Galectin-8-mediated selective autophagy protects against seeded tau aggregation

Assembled tau can transfer between cells and seed the aggregation of soluble tau. This process is thought to underlie the amplification and propagation of tau inclusions throughout the brain in neurodegenerative diseases, including Alzheimer's disease. An understanding of the mechanisms involved may provide strategies for limiting assembled tau propagation. Here, we sought to determine how assembled tau seeds gain access to the cytosol and whether this access triggers cellular defenses. We show that tau assemblies enter cells through clathrin-independent endocytosis and escape from damaged endomembranes into the cytosol, where they seed the aggregation of soluble tau. We also found that the danger receptor galectin-8 detects damaged endomembranes and activates autophagy through recruitment of the cargo receptor nuclear dot protein 52 (NDP52).

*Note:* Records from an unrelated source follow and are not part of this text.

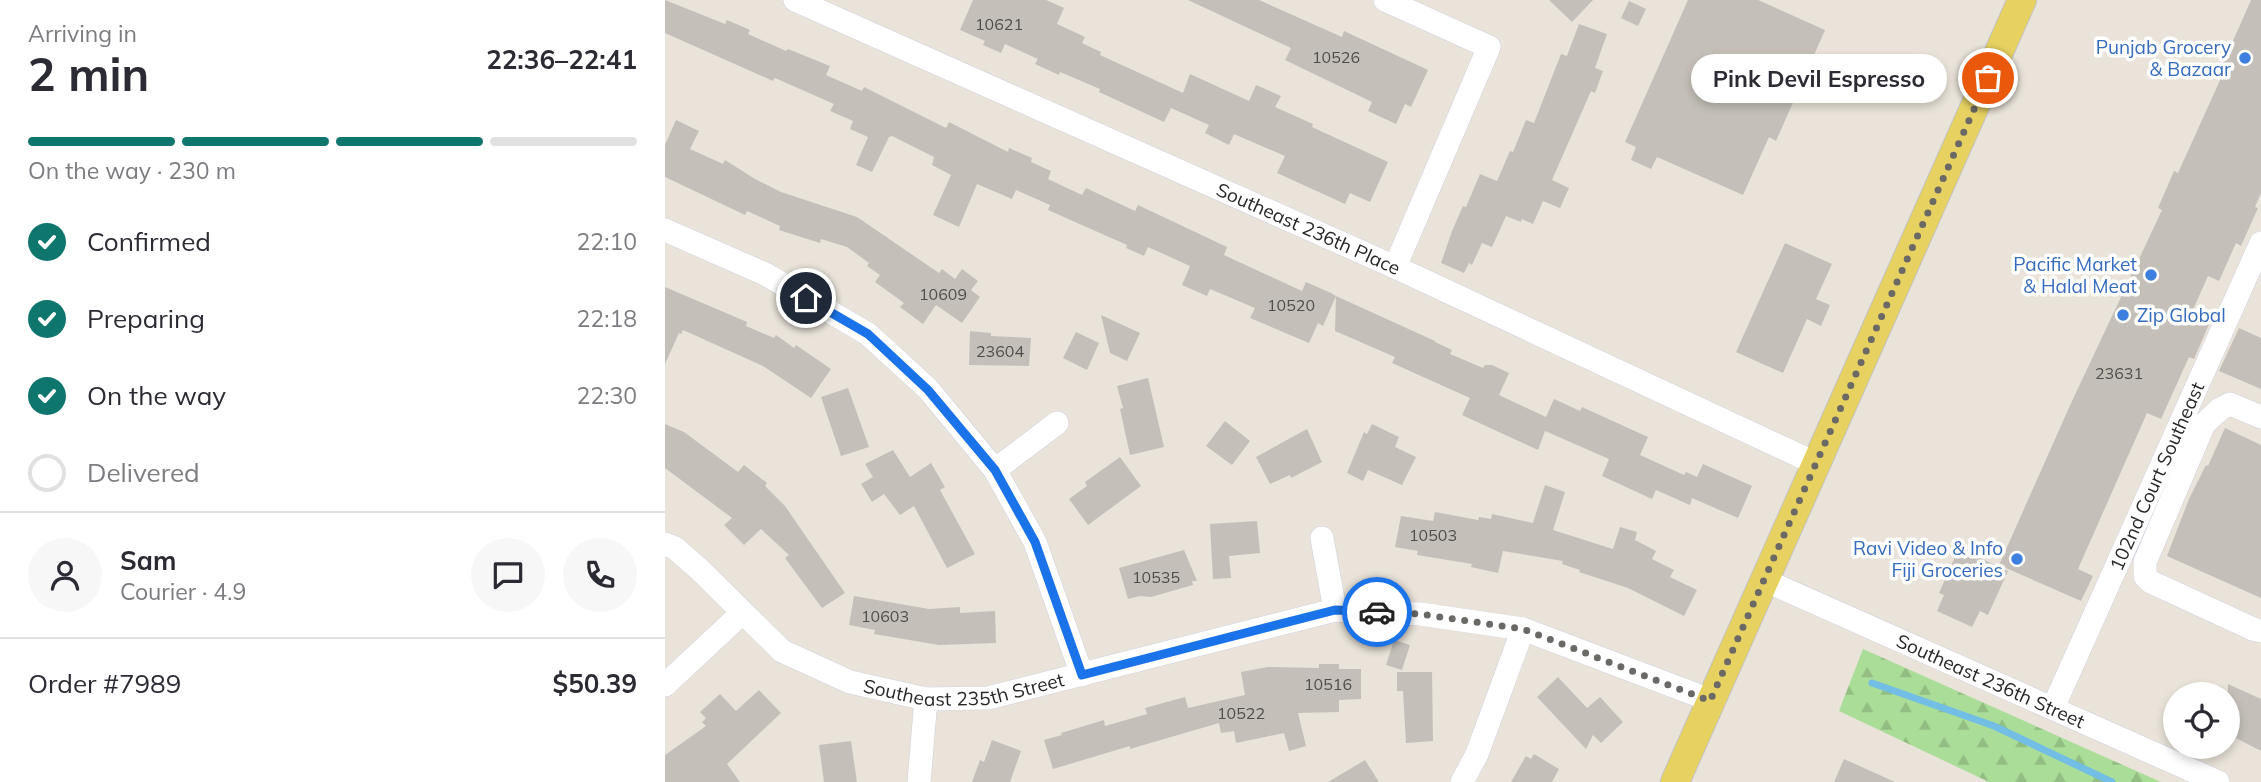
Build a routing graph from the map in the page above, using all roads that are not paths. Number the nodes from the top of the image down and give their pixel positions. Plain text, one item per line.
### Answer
1 (795, 0) edge
2 (1385, 0) edge
3 (2022, 0) edge
4 (665, 230) edge
5 (2261, 243) edge
6 (1395, 267) junction
7 (2261, 416) edge
8 (1057, 423) dead end
9 (1817, 464) junction
10 (995, 470) junction
11 (1322, 538) dead end
12 (665, 544) edge
13 (1764, 580) junction
14 (1335, 610) junction
15 (742, 613) junction
16 (1523, 629) junction
17 (2261, 631) edge
18 (1082, 675) junction
19 (665, 685) edge
20 (926, 699) junction
21 (1710, 701) junction
22 (2053, 709) junction
23 (919, 782) edge
24 (1462, 782) edge
25 (1675, 782) edge
26 (2218, 782) edge

1 - 6 street, Southeast 236th Place
2 - 6 street
3 - 9 main road
4 - 10 street
5 - 22 street, 102nd Court Southeast
6 - 9 street, Southeast 236th Place
7 - 17 street, 102nd Court Southeast
8 - 10 street
9 - 13 main road
10 - 18 street
11 - 14 street
12 - 15 street, Southeast 235th Street
13 - 21 main road
13 - 22 street, Southeast 236th Street
14 - 16 street, Southeast 235th Street
14 - 18 street, Southeast 235th Street
15 - 19 street
15 - 20 street, Southeast 235th Street
16 - 21 street, Southeast 235th Street
16 - 24 street
18 - 20 street, Southeast 235th Street
20 - 23 street
21 - 25 main road
22 - 26 street, Southeast 236th Street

Inhibition of galectin-8– and NDP52-dependent autophagy increased seeded tau aggregation, indicating that autophagy triggered by damaged endomembranes during the entry of assembled tau seeds protects against tau aggregation, in a manner similar to cellular defenses against cytosol-dwelling microorganisms. A second autophagy cargo receptor, p62, then targeted seeded tau aggregates. Our results reveal that by monitoring endomembrane integrity, cells reduce entry of tau seeds into the cytosol and thereby prevent seeded aggregation. The mechanisms described here may help inform the development of therapies aimed at inhibiting the propagation of protein assemblies in neurodegenerative diseases.